Cuomo’s Promise to Free the New York State Fairgrounds of Fossil Fuels

On March 11, 2020 Glenn Coin at the Syracuse Post Standard posted a paywalled article at syracuse.com entitled Governor Cuomo’s big promise to free the state fairgrounds of fossil fuels: What’s the status?  This post addresses the prospects for a fossil-free State Fair.

Background

I am a retired electric utility meteorologist with nearly 40 years-experience analyzing the effects of meteorology on electric operations.  I have also spent a lot of time evaluating electric load and generation variability.  That background served me well preparing this post.  The opinions expressed in this post do not reflect the position of any of my previous employers or any other company I have been associated with, these comments are mine alone.

Mr.
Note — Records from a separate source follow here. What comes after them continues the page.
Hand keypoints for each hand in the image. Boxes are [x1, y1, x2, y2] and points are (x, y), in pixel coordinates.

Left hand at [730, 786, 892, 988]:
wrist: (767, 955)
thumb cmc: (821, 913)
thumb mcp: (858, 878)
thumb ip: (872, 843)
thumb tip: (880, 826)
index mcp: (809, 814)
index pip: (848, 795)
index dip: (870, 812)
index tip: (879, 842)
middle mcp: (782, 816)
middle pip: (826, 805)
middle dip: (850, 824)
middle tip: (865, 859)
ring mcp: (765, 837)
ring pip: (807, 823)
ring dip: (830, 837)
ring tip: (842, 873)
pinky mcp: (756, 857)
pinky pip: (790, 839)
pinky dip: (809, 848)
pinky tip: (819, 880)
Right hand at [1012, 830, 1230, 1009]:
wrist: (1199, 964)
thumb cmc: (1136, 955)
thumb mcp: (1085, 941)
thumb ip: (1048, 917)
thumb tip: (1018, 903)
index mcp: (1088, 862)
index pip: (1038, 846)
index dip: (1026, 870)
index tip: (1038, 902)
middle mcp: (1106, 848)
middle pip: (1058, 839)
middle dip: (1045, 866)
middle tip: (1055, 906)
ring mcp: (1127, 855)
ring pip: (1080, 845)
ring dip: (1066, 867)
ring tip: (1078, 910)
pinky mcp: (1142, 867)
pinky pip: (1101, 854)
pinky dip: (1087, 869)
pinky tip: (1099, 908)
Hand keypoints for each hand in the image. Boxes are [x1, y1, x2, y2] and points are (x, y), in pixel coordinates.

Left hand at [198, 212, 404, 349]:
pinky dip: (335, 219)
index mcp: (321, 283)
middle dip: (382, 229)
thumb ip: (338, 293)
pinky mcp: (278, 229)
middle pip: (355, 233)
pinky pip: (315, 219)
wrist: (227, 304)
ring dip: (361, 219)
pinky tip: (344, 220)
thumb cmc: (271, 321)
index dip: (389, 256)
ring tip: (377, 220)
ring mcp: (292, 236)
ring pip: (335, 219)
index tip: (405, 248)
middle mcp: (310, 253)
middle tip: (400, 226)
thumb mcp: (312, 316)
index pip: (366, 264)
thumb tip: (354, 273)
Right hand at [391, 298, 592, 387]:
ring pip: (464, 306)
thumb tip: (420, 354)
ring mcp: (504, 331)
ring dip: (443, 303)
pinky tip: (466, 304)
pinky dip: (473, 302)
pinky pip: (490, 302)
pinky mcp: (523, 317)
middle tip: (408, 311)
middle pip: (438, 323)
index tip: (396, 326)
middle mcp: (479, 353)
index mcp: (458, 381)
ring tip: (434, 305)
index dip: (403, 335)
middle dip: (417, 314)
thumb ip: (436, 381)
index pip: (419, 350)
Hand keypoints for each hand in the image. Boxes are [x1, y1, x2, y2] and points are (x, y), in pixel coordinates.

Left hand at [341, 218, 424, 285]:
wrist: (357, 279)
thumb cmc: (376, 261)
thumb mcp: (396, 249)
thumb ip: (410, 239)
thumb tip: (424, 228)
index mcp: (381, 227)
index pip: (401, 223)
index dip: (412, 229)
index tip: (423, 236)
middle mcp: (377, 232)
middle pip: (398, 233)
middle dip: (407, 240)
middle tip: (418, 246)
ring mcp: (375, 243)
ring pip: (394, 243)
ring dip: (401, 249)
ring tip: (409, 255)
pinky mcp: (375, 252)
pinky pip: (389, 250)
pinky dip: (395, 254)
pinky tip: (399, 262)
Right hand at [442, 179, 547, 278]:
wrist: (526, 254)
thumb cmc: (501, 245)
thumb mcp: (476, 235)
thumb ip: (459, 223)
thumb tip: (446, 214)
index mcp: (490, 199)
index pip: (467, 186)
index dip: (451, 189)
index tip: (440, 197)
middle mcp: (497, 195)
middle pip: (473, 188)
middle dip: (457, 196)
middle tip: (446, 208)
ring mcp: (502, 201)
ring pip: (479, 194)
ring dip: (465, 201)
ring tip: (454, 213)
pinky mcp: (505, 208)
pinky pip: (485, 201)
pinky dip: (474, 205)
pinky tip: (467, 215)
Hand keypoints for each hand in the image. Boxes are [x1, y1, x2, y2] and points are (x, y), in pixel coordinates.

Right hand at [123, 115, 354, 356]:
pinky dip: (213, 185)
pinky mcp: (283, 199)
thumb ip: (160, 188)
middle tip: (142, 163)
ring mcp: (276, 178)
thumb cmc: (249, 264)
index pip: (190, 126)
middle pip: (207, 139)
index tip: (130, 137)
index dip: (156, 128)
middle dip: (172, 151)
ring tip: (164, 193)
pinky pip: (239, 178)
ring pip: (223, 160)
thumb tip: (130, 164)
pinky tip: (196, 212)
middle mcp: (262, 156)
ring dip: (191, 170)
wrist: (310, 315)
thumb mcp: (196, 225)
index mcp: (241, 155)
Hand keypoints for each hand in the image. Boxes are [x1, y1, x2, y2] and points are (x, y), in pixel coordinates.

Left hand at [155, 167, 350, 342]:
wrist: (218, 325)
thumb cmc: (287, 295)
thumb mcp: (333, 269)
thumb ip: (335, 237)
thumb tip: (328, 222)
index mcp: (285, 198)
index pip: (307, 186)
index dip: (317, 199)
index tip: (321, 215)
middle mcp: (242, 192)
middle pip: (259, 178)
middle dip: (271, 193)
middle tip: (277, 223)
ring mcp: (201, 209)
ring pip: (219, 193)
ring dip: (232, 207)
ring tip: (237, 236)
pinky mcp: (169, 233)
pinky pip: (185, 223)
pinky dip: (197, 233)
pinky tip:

Coin did a good job describing the problems involved, but he did not critically evaluate what he was told by the energy experts he interviewed.  On the basis of his interviews he concluded “While building enough solar panels to provide the fair’s electricity would be straightforward and effective, heating the fairgrounds’ vast buildings all year would be much harder and could involve wholesale renovations to heating and hot water systems”.  This post will concentrate on the claim that providing electricity from renewable resources would be “straightforward and effective”.

Coin quoted Chris Carrick, energy program manager for the Central New York Regional Planning and Development Board as saying that “solar is doable”. Carrick, who has overseen solar installations in Central New York, said “the 9 million kilowatt hours the fair used in 2018-2019 could be supplied by a 45-acre solar array and that would cost about $12 million to build”.  Coin pointed out that there would be a problem if the fair installed its own solar power because the electrical use isn’t constant throughout the year. Using monthly data provided by the Fair Data he found that it uses about a third of its annual electricity during the months of August and September.

Coin also interviewed a professor and renewable energy expert at SUNY College of Environmental Science and Forestry, Dr. Neal Abrams. “The fair uses a lot of power, but only for a small amount of time,” Abrams, “Installing solar and/or wind exclusively for the fair doesn’t make sense, but if it is part of a larger state- or utility-owned project, it could.”  Abrams said it might make more sense for the fair to tap into community based solar projects. If the state wanted wind power at the fair, he said, there’s no reason to build new turbines when wind farms are already in place in in Madison county and Tug Hill.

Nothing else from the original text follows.